Ce type de savoir traditionnel est très important - il s’appuie sur des milliers d’années d’apprentissages expérientiels et de connaissances du territoire et de l'environnement qui sont liées à la spiritualité. Il est transmis de génération en génération par ceux et celles qui ont appris à vivre sur le territoire en équilibre avec leur environnement. La terre nous fournit tout ce dont nous avons besoin. En tant que gardien de la terre, il est de notre devoir de la protéger. Le programme des gardiens me donne de l'espoir parce que nous œuvrons sans relâche à préserver le savoir traditionnel, à sauvegarder notre culture.
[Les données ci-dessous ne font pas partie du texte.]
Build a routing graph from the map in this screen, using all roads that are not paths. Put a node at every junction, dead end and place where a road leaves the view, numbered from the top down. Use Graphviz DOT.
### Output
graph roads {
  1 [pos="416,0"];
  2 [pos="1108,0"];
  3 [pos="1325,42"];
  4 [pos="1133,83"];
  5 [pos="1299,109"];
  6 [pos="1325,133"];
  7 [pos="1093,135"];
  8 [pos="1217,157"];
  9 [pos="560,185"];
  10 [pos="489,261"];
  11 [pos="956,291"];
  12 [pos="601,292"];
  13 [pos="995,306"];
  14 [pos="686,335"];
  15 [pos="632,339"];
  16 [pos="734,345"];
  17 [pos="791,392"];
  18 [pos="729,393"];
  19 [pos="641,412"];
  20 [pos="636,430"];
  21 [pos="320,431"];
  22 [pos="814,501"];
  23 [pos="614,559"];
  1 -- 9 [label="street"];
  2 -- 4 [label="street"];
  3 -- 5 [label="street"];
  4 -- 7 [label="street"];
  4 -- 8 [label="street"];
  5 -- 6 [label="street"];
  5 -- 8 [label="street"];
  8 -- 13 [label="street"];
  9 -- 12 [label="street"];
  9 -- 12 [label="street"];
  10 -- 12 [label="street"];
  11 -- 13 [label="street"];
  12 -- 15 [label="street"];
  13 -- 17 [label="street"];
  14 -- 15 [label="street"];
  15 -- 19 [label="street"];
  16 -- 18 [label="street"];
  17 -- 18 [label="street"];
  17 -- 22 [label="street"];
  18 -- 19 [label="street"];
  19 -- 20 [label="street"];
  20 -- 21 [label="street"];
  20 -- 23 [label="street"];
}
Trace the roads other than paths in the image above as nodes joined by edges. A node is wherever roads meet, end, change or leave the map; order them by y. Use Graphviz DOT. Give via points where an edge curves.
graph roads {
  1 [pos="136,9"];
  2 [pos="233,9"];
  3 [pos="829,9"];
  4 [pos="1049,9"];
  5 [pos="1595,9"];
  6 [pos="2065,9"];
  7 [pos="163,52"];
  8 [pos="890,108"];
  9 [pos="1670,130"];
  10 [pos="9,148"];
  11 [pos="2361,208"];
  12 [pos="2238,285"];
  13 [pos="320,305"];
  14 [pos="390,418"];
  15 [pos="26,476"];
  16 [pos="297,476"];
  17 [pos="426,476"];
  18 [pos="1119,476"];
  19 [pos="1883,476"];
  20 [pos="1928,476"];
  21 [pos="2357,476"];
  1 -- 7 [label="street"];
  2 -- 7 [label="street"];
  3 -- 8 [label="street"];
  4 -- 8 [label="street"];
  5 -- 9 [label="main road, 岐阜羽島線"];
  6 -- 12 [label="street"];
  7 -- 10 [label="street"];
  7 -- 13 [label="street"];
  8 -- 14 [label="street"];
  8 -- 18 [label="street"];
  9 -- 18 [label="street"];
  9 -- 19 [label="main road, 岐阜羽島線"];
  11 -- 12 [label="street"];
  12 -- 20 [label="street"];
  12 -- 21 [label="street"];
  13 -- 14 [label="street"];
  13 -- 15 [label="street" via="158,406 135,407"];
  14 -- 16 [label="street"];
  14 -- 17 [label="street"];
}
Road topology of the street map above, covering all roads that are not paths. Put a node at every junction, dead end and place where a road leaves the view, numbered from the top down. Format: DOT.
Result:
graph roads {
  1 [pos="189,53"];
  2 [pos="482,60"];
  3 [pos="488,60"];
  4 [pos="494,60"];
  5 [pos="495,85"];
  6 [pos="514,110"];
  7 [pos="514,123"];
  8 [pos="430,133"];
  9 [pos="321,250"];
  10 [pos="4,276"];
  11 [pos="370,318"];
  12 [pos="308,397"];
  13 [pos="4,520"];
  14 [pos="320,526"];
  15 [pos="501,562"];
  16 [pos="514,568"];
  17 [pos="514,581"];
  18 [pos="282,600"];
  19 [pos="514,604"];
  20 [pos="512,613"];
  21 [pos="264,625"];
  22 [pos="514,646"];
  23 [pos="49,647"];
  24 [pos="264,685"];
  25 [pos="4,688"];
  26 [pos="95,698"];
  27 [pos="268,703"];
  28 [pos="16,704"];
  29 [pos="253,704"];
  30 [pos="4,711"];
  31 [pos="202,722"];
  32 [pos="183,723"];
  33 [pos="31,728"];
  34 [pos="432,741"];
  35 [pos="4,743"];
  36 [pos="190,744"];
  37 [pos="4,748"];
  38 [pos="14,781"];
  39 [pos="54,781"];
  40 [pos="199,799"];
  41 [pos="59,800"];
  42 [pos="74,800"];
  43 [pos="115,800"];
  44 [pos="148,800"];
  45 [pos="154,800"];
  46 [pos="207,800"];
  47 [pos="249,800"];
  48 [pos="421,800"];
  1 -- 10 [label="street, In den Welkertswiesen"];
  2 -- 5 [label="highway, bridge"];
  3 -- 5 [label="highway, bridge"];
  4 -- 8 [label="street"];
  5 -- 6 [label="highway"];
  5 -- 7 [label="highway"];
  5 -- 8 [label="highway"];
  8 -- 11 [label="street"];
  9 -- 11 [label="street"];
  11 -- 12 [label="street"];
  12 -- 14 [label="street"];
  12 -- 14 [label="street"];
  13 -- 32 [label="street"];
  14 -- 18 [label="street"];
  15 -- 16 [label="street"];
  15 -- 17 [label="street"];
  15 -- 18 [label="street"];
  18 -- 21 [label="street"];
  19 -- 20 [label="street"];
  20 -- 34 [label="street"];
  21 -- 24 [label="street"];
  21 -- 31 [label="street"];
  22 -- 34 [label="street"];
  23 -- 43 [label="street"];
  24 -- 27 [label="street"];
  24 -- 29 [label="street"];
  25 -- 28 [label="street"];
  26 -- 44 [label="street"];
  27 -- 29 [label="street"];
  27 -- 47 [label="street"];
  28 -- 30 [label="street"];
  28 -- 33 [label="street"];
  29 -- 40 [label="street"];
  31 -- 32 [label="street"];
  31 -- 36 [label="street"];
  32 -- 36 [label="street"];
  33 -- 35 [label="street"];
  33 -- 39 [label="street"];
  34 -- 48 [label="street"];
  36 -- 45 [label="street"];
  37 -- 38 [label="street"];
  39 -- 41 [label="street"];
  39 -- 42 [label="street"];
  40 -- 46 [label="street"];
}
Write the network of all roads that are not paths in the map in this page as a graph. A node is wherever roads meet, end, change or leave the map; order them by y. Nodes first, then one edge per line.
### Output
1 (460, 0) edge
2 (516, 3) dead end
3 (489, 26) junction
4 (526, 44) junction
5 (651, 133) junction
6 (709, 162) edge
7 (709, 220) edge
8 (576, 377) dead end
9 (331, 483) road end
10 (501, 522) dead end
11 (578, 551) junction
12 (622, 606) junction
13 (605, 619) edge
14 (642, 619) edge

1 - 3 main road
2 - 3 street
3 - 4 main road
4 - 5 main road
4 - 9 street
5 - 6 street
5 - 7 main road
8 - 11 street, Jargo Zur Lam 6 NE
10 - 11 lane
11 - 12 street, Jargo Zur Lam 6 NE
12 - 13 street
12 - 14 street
Nous luttons afin de participer plainement aux décisions en matière d’aménagement forestier. Nous luttons contre le changement climatique. Nous éduquons les jeunes, nous renforçons les capacités de nos communautés et nous sommes à l'écoute de nos aînés.

Amberly Quakegesic en canot avec le maître constructeur Chuck Commanda. Photo : Kari Luhtasaari

Amberly Quakegesic en canot avec le maître constructeur Chuck Commanda. Photo : Kari Luhtasaari

Lorsque le grand jour est arrivé, et qu’est venu le moment de mettre le canot à l'eau, la communauté de Chapleau était fascinée. Et elle est venue manifester son soutien! Afin de mettre en valeur la mise à l'eau de notre canot, l'équipe des gardiens l’a porté dans le village de Chapleau jusque sur les berges de la rivière, où s’est déroulée une petite cérémonie rythmée de chants et de tambours. Finalement, ce fut une expérience enrichissante pour tous les participants. Ensemble, nous avons appris, nous avons ri, nous avons partagé de précieux moments et nous avons noué des liens avec le territoire et entre nous qui dureront toute une vie. Notre objectif est d’amener plus de jeunes à renouer avec le territoire et à témoigner de leur expérience et de leurs enseignements afin de préserver ces précieuses traditions.